С виду это был добродушнейший старичок: невысокий, сгорбленный, полный, с кроткой улыбкой на устах. Встретишь такого на улице, поклонишься, как родному дедушке. А меж тем при одном его имени падали в обморок, бледнели вельможи, крестились масоны.
Звали старичка Степан Иванович Шешковский, и ведал он при дворе Екатерины делами заплечными.
Один современник, видевший его близко, так и описал: «добродушная фигура невысокого, сгорбленного, полного и кротко улыбавшегося старика». Поди угадай в этом божьем одуванчике грозу целой империи! А ведь именно его поминали шёпотом в гостиных…
Имя его сделалось в столице пугалом. Расшалится дитя – мать погрозит: вот, мол, придёт Шешковский! И дитя стихало. Болтнёт чиновник лишнее за картами, так назавтра бледнеет, озирается: не донесли бы…
Страх этот висел над Петербургом, как туман. И туман тот звался – Тайная экспедиция.
Откуда же взялся сей кроткий старичок? Из самых низов канцелярских. Родился в 1727 году в Петербурге, в семье небогатого приказного. Одиннадцати лет от роду отдали мальчика в Сибирский приказ, тринадцати – в Тайную канцелярию, переписывать набело допросные листы. Так с малолетства и освоил он эту особую науку – науку чужого страха.
Карьеру делал не родом, не богатством, не покровителями, а единственно прилежанием да чутьём. Начальник его, граф Шувалов, дал ему аттестацию краткую и точную: «Писать способен, и не пьянствует, и при делах быть годен».
Лучшей рекомендации для тайного сыска и не выдумаешь!

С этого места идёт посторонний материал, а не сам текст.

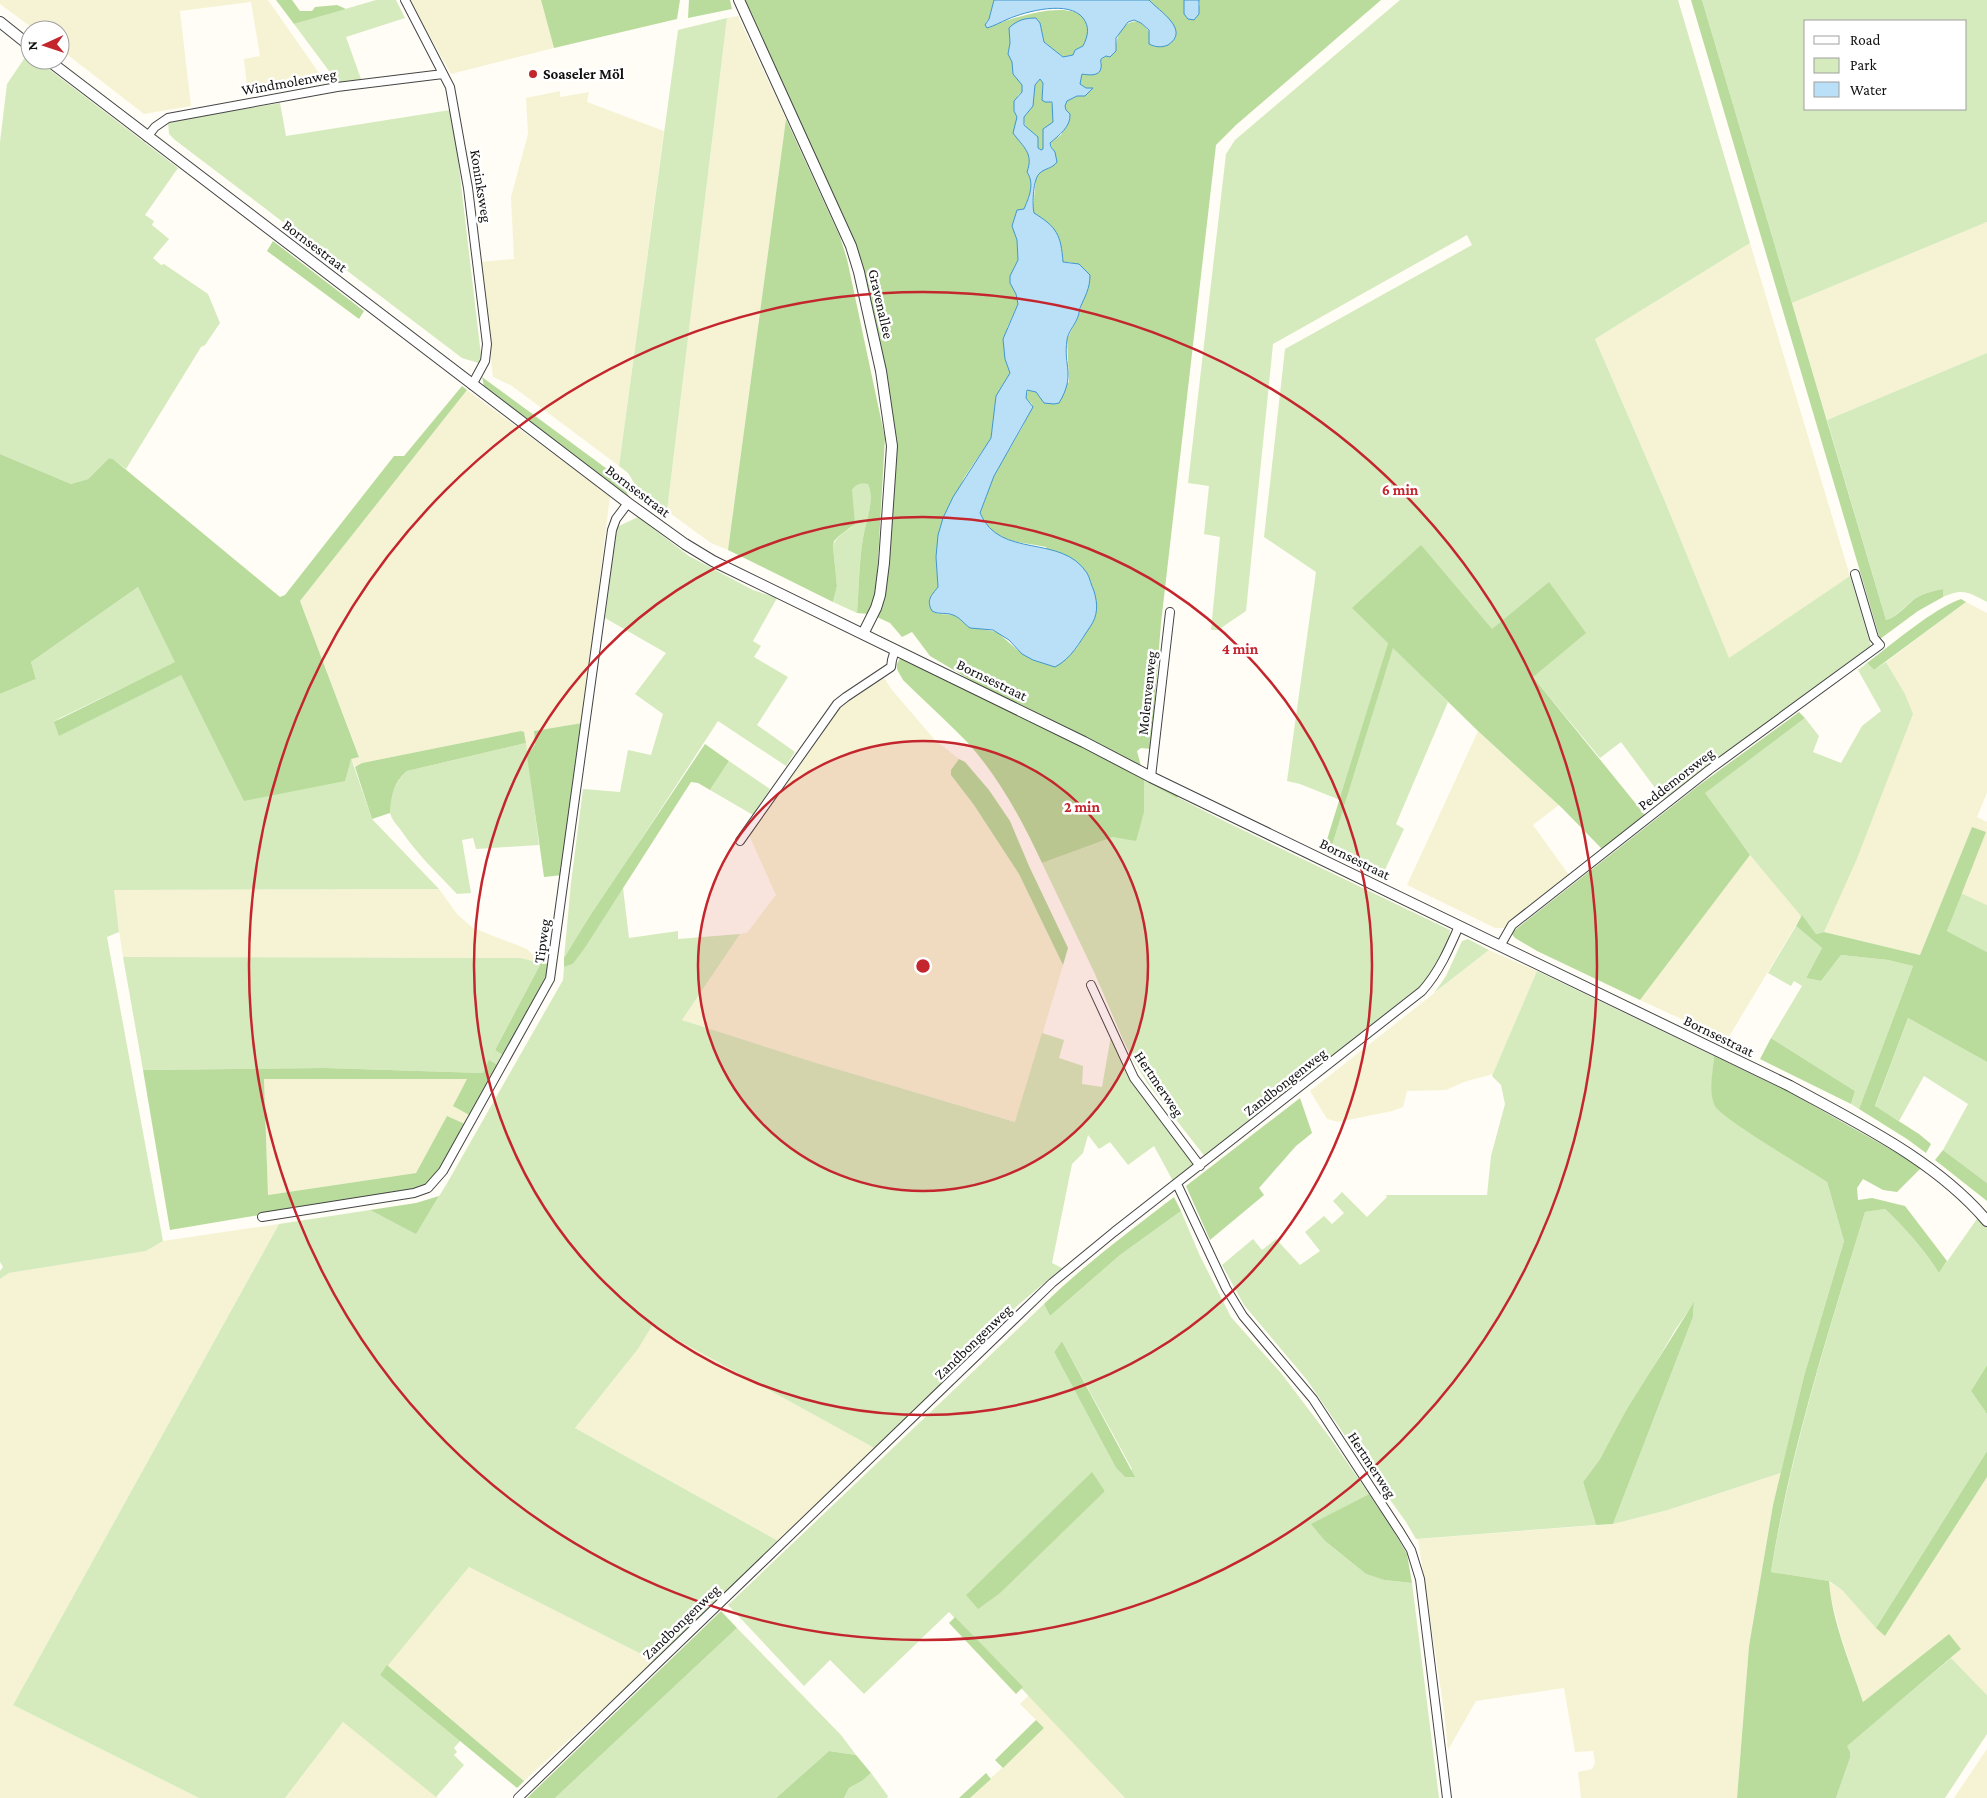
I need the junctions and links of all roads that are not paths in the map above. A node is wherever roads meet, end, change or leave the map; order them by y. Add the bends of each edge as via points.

А когда взошла на престол Екатерина и завела вместо старой Тайной канцелярии новую Тайную экспедицию, лучшего исполнителя ей было не сыскать. С 1762 года и до самой смерти – тридцать с лишним лет! – Степан Иванович был при ней главным сыщиком: сперва секретарём, а с 1767 года – обер-секретарём, доверенным человеком при особо порученных делах. Императрица звала его запросто.
Доверяла ему то, чего не доверила бы никому. Вольтер с Дидро переписывались с Северной Семирамидой о свободе да человеколюбии, а в это самое время в тихом домишке у Невы трудился, не покладая рук, её домашний палач.
Странное, я полагаю, было время. С одного боку Вольтер, философия, мечты о всеобщем благе. С другой – тихий домик у воды и кнут. Мне кажется, в этом и весь век: блеск и застенок шли об руку.
Как же он работал, этот мастер?
О приёмах его ходили легенды, и одна другой страшнее. Молва уверяла, будто стоит в его кабинете особое кресло: сядет в него подследственный, а кресло возьми да и защёлкнись, и пол под ним разверзнется, и повиснет несчастный над тёмным люком, а снизу невидимые руки уже принимались за своё ремесло…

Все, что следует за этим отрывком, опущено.